不知人间有羞耻事 (Shameless Beyond Belief)

Ouyang Xiu, the renowned Northern Song Dynasty writer, lost his father as a child and his family was too poor to send him to school. His mother, unable to afford paper or ink, taught him to write by using a reed stem to trace characters in the sand.

Ouyang Xiu was exceptionally gifted with a remarkable memory. By age ten, he had already learned many characters and finished basic primers like the *Three Character Classic* and *Thousand Character Classic*, then borrowed books from families with collections. Over the next decade, his learning became so vast it filled five carts.

At 22, Ouyang Xiu passed the imperial exams and began his official career, first serving as a judge in Luoyang before being transferred to the capital three years later as an imperial editor.

During the Northern Song Dynasty, the court was sharply divided between reformists led by Vice Grand Councilor Fan Zhongyan and conservatives led by Chief Councilor Lü Yijian. The reformists pushed for political change, while the conservatives resisted fiercely. The writer and official Ouyang Xiu stood firmly with the reformists.

Fan Zhongyan once submitted a memorial to Emperor Renzong of the Song Dynasty, proposing ten measures to reform corrupt governance and accusing the powerful minister Lü Yijian of promoting officials based on personal favoritism and bypassing proper procedures. When Lü Yijian learned of this, he immediately slandered Fan before the emperor. Emperor Renzong, believing these false accusations, demoted Fan Zhongyan to a post in Raozhou, dealing a severe blow to the reformist faction.
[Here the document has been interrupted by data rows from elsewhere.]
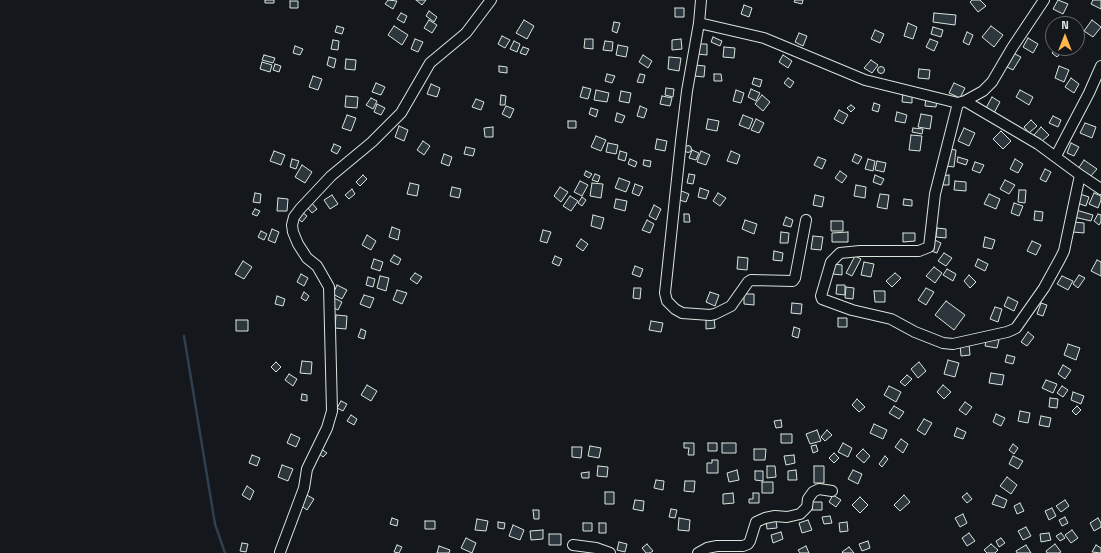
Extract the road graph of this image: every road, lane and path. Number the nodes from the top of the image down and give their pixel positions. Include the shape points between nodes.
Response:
1 (491, 0) edge
2 (701, 0) edge
3 (1044, 0) edge
4 (699, 23) junction
5 (1101, 66) edge
6 (961, 102) junction
7 (1056, 156) junction
8 (1080, 175) junction
9 (1101, 189) edge
10 (806, 220) dead end
11 (832, 491) dead end
12 (573, 545) dead end
13 (280, 552) dead end
14 (610, 553) edge
15 (698, 553) edge

1 - 13 street via 466,33 430,63 401,113 372,142 331,176 294,217 293,232 298,244 307,258 318,266 329,287 332,411 327,428 307,469 304,488
2 - 4 street
3 - 6 street via 992,82 983,91
4 - 6 street via 764,38 865,80
4 - 10 street via 682,127 665,293 667,301 682,313 710,315 731,306 751,280 793,281
5 - 7 street
6 - 7 street via 1012,128
6 - 8 street via 935,194 929,247 920,251 840,252 831,262 822,299 852,310 891,319 943,343 953,344 1012,330 1044,288 1064,250
7 - 8 street
8 - 9 street
11 - 15 street via 819,489 813,492 800,514 764,518 756,522 748,544 717,546
12 - 14 street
During the Song Dynasty, a censor named Gao Ruona was expected to uphold justice and report the truth to the emperor, but instead he curried favor with the conservative faction led by Lü Yijian, falsely accusing the reformer Fan Zhongyan and his allies. Outraged, the scholar Ouyang Xiu wrote a letter titled "To the Censor Gao," in which he directly rebuked Gao Ruona: "You hold the office of censor, yet you flatter the powerful and cannot tell right from wrong—how dare you still walk in and out of the court each day, as if you had no shame at all?" This scathing indictment became a classic example of righteous indignation against sycophancy in Chinese history.

Ouyang Xiu's letter "To Remonstrance Official Gao" enraged the conservative faction led by Gao Ruona and Lyu Yijian, who retaliated by banishing him from the capital and demoting him to a minor county magistrate in Yiling.
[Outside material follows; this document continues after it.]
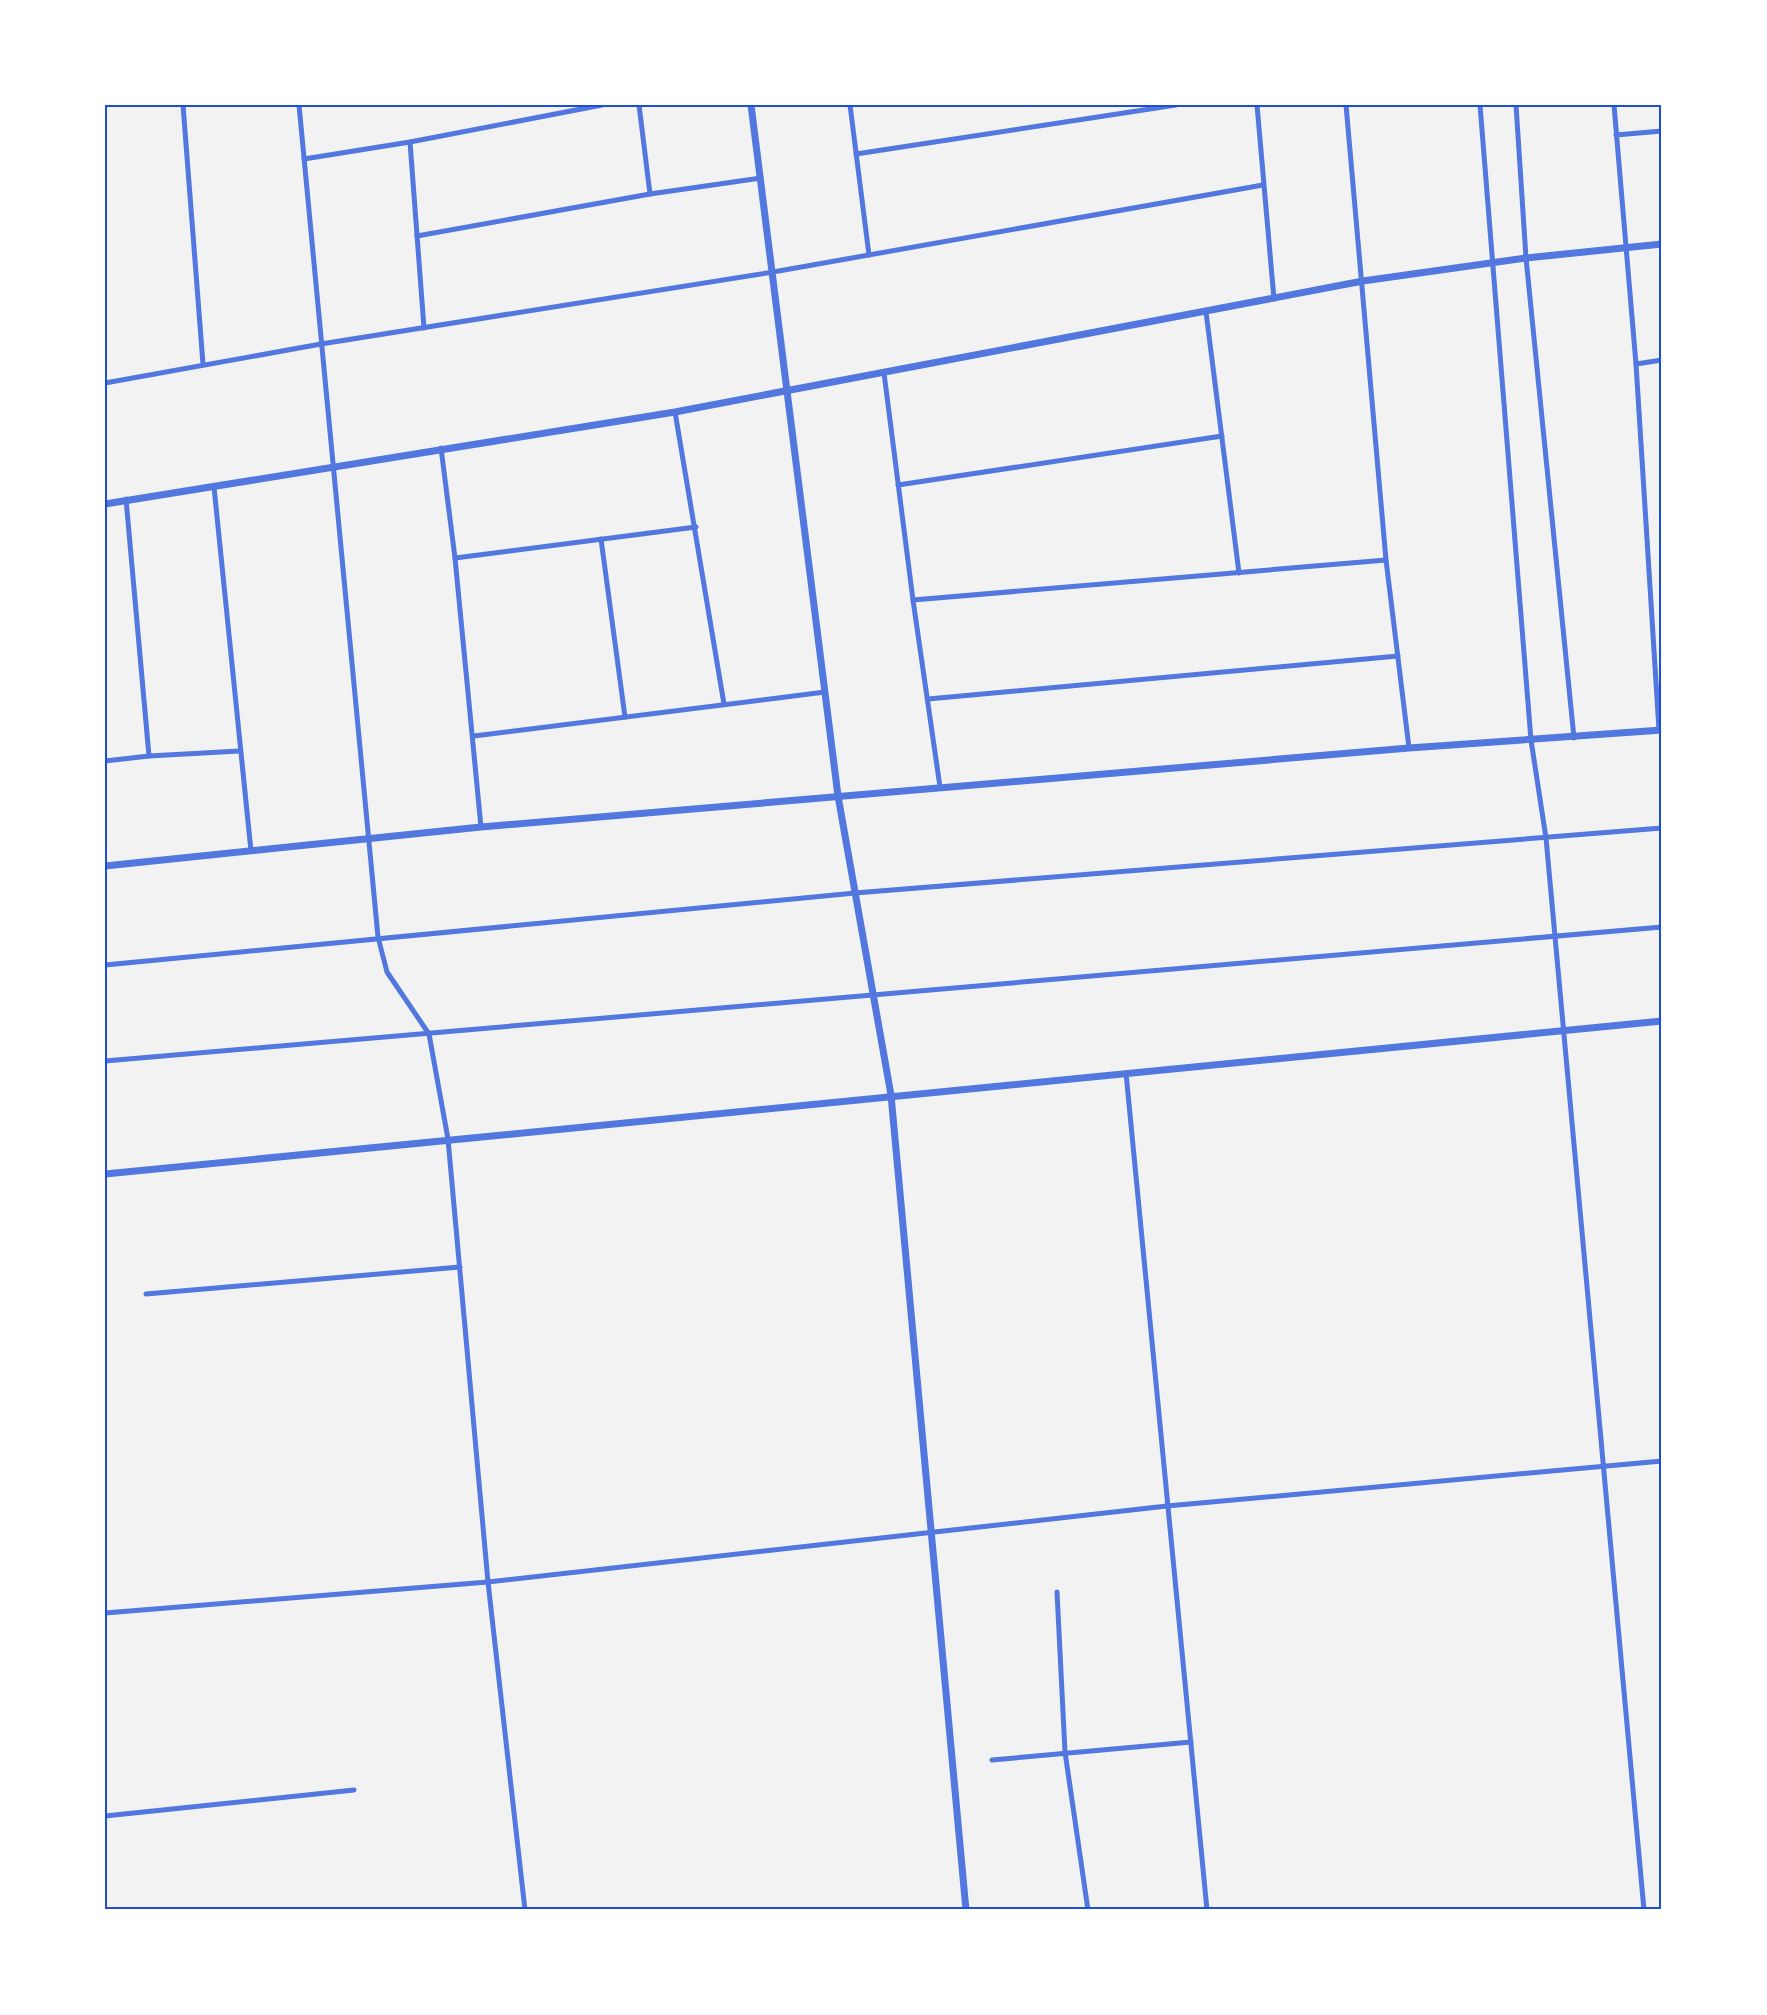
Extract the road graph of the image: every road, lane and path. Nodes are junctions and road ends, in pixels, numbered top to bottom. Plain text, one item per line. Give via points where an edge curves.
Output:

It was only several years later, when the court reinstated Fan Zhongyan, that Ouyang Xiu was finally able to return to the capital for his post.

Later, the idiom "knowing no shame in the world" is often used to denounce shameless and brazen individuals.

Source: *Ouyang Wenzhong Collection*

Meaning of the Idiom: Later, the Chinese idiom "不知人间有羞耻事" came to describe knowing no shame in the world is often used to denounce shameless and brazen individuals.